What the exercise asks -
Output must match the data below exactly from its first line through the line that contains "rect(0, 0, 1180, 1023, '#fff');", with no other line.
----------
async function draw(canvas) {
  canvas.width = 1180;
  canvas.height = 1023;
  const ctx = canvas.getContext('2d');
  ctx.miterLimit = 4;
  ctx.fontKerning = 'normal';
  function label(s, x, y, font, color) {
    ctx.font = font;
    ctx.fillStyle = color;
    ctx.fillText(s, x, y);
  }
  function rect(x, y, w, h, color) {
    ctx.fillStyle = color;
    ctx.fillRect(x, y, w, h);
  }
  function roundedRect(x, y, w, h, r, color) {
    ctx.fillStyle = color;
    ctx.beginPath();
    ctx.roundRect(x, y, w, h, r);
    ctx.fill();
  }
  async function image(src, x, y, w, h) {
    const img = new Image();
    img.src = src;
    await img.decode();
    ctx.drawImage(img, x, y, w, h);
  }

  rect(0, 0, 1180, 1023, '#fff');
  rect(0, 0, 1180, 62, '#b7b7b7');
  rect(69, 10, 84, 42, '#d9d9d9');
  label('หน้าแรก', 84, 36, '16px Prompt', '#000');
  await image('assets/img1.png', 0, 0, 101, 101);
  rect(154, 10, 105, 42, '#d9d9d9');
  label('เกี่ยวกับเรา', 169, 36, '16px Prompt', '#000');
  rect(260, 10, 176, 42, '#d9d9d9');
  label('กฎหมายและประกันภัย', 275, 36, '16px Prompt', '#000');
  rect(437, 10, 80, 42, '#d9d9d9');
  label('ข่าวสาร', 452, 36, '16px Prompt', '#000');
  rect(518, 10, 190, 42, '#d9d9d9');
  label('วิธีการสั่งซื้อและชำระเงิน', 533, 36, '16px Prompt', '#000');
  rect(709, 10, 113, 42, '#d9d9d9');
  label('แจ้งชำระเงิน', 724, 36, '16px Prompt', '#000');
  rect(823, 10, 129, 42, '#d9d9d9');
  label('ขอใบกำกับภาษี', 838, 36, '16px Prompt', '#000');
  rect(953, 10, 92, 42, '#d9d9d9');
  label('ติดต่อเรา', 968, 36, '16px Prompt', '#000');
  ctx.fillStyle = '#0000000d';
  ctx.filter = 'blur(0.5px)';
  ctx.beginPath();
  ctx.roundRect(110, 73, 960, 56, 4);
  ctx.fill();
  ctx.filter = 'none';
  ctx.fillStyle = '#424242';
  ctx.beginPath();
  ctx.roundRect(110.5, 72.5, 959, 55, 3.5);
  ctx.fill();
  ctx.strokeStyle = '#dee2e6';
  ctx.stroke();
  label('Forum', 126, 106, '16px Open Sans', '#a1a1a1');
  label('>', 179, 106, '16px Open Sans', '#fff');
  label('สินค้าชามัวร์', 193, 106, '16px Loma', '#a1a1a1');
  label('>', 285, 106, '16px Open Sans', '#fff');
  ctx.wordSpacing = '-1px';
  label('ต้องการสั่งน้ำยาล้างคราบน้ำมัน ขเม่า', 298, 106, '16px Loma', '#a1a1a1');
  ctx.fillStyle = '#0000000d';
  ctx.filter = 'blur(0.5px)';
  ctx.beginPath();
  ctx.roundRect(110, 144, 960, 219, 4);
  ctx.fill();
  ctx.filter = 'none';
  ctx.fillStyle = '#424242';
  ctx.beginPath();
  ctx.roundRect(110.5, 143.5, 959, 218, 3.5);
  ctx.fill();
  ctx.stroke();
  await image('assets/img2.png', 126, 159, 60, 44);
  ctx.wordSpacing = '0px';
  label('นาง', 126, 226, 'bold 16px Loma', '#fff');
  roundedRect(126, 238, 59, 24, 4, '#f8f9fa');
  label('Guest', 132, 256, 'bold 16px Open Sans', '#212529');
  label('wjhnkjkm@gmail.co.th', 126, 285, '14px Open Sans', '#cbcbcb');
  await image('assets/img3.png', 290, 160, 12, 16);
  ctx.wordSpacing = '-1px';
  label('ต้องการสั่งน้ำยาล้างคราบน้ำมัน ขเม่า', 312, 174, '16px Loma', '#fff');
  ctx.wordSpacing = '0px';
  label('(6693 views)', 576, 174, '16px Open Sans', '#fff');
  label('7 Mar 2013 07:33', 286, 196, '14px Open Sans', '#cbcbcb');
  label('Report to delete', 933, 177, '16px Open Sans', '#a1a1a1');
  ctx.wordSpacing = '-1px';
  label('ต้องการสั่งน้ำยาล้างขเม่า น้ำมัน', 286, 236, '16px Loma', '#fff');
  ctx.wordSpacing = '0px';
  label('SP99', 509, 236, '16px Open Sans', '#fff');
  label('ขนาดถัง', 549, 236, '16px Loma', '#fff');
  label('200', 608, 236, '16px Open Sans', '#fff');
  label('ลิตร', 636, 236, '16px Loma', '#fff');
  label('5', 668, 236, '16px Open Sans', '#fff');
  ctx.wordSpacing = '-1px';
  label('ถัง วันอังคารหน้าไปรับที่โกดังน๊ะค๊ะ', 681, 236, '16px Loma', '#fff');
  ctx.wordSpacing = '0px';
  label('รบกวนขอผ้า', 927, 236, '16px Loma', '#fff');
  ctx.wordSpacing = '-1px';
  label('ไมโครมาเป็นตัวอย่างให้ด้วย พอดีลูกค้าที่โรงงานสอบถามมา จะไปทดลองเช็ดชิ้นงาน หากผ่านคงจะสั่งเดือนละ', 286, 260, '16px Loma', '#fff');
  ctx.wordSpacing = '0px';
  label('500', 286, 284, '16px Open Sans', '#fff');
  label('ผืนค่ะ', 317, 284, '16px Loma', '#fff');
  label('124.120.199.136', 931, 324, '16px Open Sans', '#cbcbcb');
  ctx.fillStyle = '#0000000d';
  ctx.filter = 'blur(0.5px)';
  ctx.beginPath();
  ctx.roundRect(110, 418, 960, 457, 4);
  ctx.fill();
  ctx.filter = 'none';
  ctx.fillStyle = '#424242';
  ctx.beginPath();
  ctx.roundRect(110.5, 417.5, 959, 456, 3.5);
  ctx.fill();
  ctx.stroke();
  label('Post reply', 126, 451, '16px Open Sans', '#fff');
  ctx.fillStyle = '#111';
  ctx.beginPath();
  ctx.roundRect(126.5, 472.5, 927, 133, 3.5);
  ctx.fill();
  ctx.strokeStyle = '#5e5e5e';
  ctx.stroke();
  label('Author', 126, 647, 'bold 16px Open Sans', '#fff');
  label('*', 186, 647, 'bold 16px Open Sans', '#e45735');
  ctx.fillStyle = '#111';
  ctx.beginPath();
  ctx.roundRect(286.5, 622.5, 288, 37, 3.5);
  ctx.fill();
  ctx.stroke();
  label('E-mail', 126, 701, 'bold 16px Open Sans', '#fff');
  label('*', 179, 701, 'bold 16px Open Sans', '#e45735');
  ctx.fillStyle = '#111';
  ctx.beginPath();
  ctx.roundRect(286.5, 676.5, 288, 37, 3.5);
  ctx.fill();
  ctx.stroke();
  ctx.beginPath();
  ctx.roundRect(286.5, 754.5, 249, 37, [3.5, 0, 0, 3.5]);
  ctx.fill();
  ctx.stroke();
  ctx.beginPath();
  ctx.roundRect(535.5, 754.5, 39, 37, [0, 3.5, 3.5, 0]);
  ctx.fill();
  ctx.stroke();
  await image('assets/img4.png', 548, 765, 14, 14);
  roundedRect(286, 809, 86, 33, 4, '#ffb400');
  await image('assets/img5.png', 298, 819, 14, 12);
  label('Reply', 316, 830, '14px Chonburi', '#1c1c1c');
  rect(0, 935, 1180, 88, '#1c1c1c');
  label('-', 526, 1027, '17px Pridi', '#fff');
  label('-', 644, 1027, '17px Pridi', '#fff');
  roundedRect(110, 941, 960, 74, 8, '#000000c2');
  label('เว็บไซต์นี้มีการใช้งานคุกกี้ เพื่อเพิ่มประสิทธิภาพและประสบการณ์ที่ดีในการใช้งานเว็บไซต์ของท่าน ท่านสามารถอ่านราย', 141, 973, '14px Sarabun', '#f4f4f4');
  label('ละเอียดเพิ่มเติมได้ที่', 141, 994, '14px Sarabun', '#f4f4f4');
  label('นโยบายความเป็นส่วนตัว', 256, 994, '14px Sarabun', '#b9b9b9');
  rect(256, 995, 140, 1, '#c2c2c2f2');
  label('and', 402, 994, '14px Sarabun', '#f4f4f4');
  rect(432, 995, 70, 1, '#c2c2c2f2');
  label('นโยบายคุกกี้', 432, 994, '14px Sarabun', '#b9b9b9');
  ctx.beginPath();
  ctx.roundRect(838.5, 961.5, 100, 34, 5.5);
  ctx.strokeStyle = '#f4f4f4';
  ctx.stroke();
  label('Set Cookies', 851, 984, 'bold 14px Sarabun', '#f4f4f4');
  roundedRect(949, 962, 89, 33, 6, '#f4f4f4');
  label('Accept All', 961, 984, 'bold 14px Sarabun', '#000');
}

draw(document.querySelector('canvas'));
----------
Result of the task -
async function draw(canvas) {
  canvas.width = 1180;
  canvas.height = 1023;
  const ctx = canvas.getContext('2d');
  ctx.miterLimit = 4;
  ctx.fontKerning = 'normal';
  function label(s, x, y, font, color) {
    ctx.font = font;
    ctx.fillStyle = color;
    ctx.fillText(s, x, y);
  }
  function rect(x, y, w, h, color) {
    ctx.fillStyle = color;
    ctx.fillRect(x, y, w, h);
  }
  function roundedRect(x, y, w, h, r, color) {
    ctx.fillStyle = color;
    ctx.beginPath();
    ctx.roundRect(x, y, w, h, r);
    ctx.fill();
  }
  async function image(src, x, y, w, h) {
    const img = new Image();
    img.src = src;
    await img.decode();
    ctx.drawImage(img, x, y, w, h);
  }

  rect(0, 0, 1180, 1023, '#fff');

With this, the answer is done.